Sabía que un libro que aborda un tema así podía recibir atención mediática y que habría reacciones intensas, claro. Pero ni a mí ni a nadie que lo leyó se nos pasó por la cabeza que se llegaría a este punto.
P. ¿Y qué opinas de la censura actual en el mundo literario?
R. No es una censura específica del mundo literario. Es una tendencia general: estamos caminando hacia un doble puritanismo desde todos los frentes ideológicos. Eso complica mucho el ejercicio del pensamiento individual y del pensamiento crítico.
Y ojo, pensamiento crítico no significa necesariamente brillantez.
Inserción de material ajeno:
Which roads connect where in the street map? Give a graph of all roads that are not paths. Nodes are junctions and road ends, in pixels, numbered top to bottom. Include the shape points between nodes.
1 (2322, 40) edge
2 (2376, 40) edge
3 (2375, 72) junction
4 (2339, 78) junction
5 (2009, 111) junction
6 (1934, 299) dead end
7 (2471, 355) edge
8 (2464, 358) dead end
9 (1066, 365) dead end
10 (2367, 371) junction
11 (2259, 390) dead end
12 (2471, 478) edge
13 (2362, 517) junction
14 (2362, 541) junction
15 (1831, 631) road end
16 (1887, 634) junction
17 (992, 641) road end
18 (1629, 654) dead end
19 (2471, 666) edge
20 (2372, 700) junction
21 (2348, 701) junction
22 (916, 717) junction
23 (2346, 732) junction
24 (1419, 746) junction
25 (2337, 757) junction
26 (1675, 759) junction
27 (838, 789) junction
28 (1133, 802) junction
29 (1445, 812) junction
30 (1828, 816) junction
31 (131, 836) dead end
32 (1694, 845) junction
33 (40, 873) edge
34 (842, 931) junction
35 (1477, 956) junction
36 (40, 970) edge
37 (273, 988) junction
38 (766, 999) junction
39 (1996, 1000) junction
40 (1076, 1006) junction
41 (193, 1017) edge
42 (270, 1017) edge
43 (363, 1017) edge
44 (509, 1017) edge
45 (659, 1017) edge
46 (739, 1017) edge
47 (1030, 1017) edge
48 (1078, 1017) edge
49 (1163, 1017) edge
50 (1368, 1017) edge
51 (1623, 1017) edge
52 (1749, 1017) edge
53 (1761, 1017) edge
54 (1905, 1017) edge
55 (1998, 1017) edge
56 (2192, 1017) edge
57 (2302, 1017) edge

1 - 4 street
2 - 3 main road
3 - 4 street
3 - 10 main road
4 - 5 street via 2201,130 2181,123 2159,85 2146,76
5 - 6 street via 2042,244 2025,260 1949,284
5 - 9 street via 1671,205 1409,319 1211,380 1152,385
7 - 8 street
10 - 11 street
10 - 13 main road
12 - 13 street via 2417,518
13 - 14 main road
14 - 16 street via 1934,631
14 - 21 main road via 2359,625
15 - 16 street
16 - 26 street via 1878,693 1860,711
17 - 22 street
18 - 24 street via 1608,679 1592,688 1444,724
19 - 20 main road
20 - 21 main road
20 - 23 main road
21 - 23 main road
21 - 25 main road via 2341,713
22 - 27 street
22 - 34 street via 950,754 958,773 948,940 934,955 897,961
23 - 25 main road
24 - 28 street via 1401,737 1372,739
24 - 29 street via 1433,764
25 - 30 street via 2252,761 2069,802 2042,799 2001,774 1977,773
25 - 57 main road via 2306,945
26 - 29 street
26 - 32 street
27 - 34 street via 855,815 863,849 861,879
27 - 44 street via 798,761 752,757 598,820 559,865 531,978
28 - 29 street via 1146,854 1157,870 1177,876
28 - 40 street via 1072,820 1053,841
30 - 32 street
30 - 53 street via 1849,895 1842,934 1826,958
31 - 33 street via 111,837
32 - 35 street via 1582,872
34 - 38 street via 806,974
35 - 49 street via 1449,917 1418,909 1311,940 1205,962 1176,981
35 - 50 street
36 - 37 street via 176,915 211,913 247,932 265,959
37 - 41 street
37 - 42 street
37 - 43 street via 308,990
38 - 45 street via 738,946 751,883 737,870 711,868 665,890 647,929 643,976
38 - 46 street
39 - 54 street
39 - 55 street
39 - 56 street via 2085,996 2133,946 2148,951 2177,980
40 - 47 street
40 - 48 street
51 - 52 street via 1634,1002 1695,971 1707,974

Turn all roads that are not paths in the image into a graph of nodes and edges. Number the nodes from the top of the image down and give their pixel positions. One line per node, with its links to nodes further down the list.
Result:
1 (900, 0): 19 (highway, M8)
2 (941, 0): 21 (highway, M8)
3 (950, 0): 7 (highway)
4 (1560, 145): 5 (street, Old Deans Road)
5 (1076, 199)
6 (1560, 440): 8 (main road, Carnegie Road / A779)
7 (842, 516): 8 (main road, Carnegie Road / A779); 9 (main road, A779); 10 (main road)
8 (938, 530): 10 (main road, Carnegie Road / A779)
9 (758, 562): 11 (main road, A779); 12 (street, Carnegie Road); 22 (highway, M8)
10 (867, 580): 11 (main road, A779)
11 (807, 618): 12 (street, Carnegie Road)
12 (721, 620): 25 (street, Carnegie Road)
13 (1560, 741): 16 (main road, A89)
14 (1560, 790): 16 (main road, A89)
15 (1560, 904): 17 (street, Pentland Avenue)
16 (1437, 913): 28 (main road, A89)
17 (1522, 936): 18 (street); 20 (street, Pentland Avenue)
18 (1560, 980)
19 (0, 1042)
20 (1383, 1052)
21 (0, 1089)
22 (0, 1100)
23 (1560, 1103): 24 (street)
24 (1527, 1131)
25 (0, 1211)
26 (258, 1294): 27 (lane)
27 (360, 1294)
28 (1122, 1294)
El pensador crítico puede estar equivocado, puede ser incluso un idiota, pero ha hecho un camino personal de reflexión que debe poder exponerse para ser contrastado.
Pero hoy vivimos un auge del populismo, del ultraconservadurismo, y también de una izquierda puritana, lo cual nos está llevando al peor de los escenarios posibles.
No creo que la literatura esté especialmente amenazada: simplemente es un eslabón más débil. Por eso es más fácil censurar ahí. En el cine o en la política hay más dinero e intereses detrás.
P. Y ya para terminar: ¿qué libros recomendarías a alguien que quiera adentrarse por primera vez en tu obra?
R. Es una pregunta complicada. Pero recomendaría dos títulos.
Por un lado, El amor del revés, especialmente si el lector es gay o tiene interés por ese mundo, aunque también si es homófobo: en ambos casos puede resultar útil.
Y, por otro lado, La mujer de sombra, que creo que es una novela breve, bien construida, fácil de leer y que refleja muy bien mi universo literario. Para quien quiera entender mi mirada, ese es un buen punto de partida.